▶ [Data for this task]:
▼▼▼

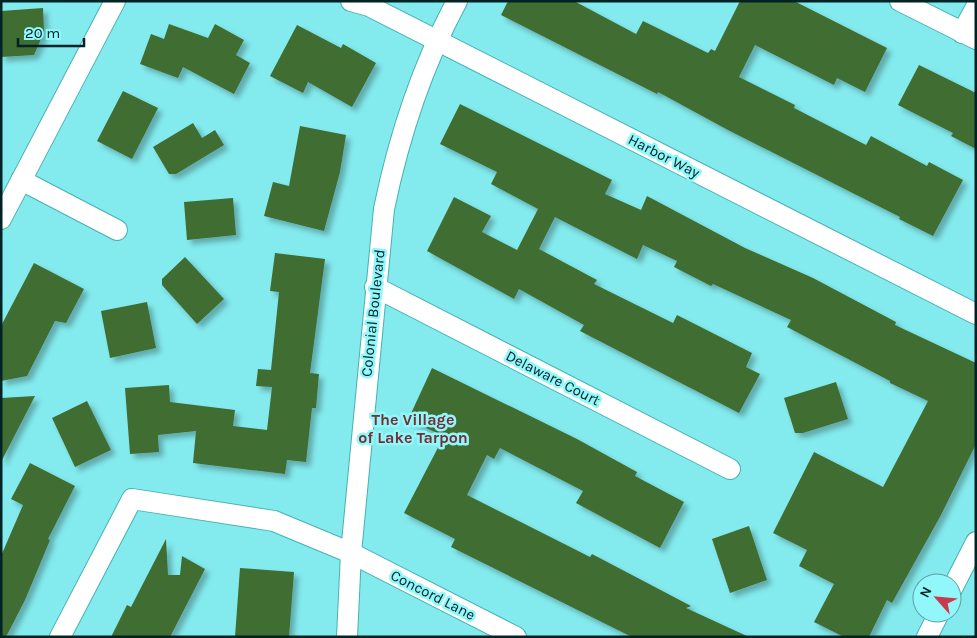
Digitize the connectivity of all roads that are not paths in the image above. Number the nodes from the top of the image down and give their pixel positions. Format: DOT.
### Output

▲▲▲
▼▼▼

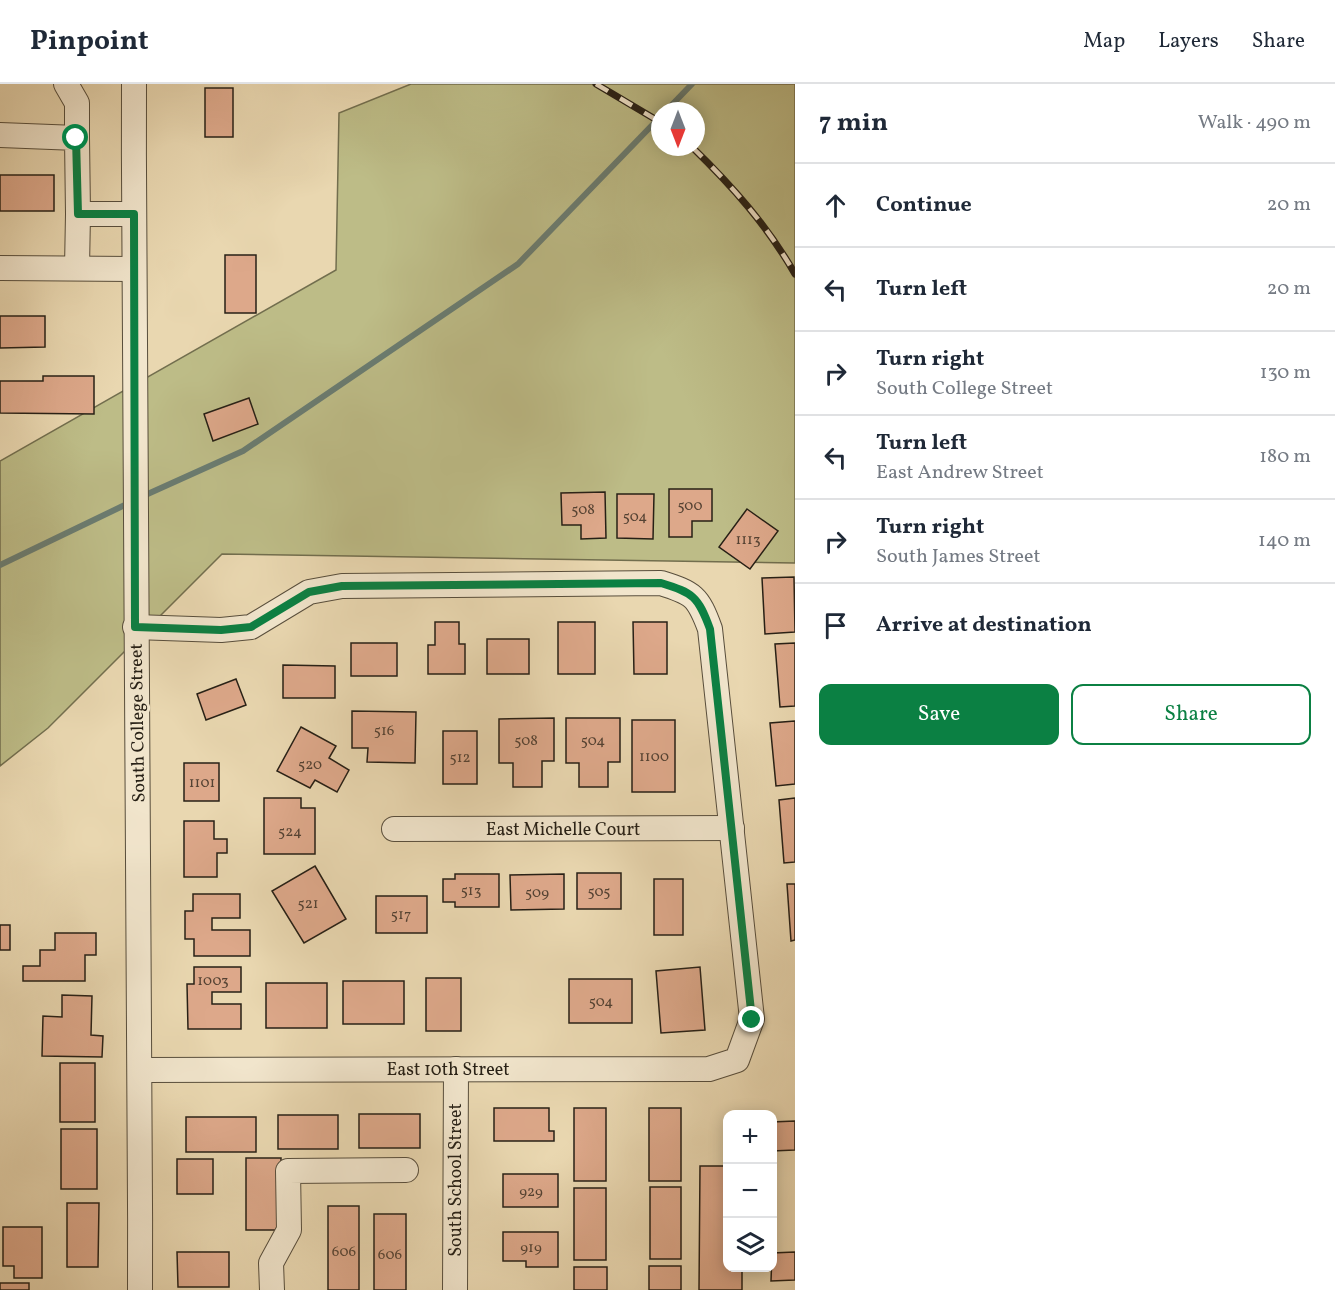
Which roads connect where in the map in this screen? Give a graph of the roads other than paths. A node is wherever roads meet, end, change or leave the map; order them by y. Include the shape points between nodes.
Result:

▲▲▲
▼▼▼

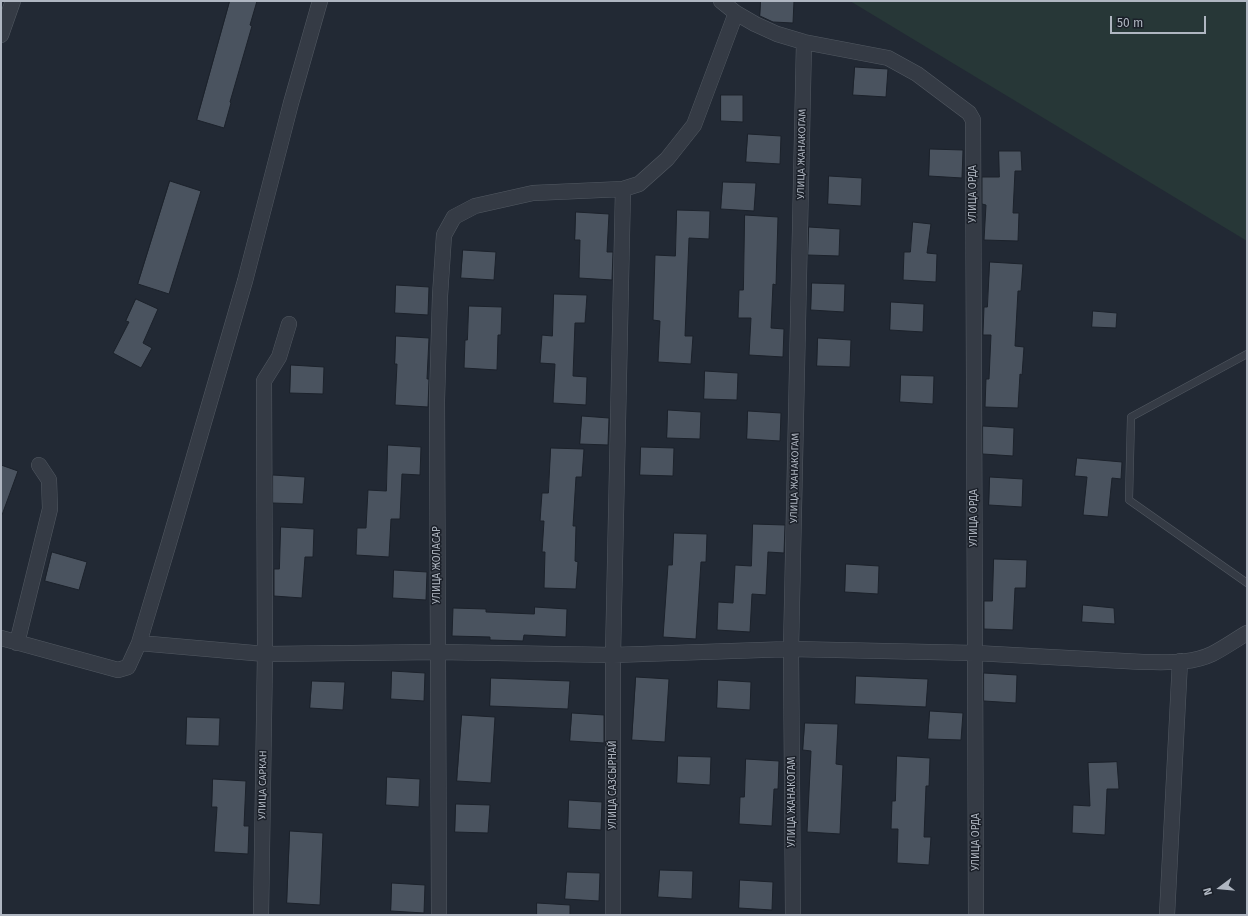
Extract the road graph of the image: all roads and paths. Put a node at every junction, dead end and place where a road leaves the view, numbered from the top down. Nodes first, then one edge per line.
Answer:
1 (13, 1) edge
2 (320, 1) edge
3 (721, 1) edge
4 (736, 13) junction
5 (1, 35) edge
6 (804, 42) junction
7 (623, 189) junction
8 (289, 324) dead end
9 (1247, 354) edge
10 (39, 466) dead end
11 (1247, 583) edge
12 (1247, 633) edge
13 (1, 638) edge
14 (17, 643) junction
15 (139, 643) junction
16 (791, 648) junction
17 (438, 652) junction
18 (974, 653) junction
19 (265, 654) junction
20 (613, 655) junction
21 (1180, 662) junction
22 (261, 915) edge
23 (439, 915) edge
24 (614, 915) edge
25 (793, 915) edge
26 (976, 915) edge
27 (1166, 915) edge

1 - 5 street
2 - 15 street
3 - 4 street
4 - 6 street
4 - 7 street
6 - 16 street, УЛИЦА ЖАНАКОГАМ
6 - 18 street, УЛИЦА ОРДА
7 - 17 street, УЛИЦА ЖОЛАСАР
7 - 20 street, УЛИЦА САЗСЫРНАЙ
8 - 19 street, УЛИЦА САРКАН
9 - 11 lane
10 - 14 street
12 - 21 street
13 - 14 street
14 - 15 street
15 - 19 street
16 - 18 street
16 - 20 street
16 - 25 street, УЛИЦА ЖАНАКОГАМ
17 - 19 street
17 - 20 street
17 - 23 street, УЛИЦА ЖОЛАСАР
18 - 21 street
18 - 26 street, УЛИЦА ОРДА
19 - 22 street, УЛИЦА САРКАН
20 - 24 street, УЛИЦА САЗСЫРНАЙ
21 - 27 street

▲▲▲

Among the entries above, say how many lines hold the word "down". No other words belong in the answer.

2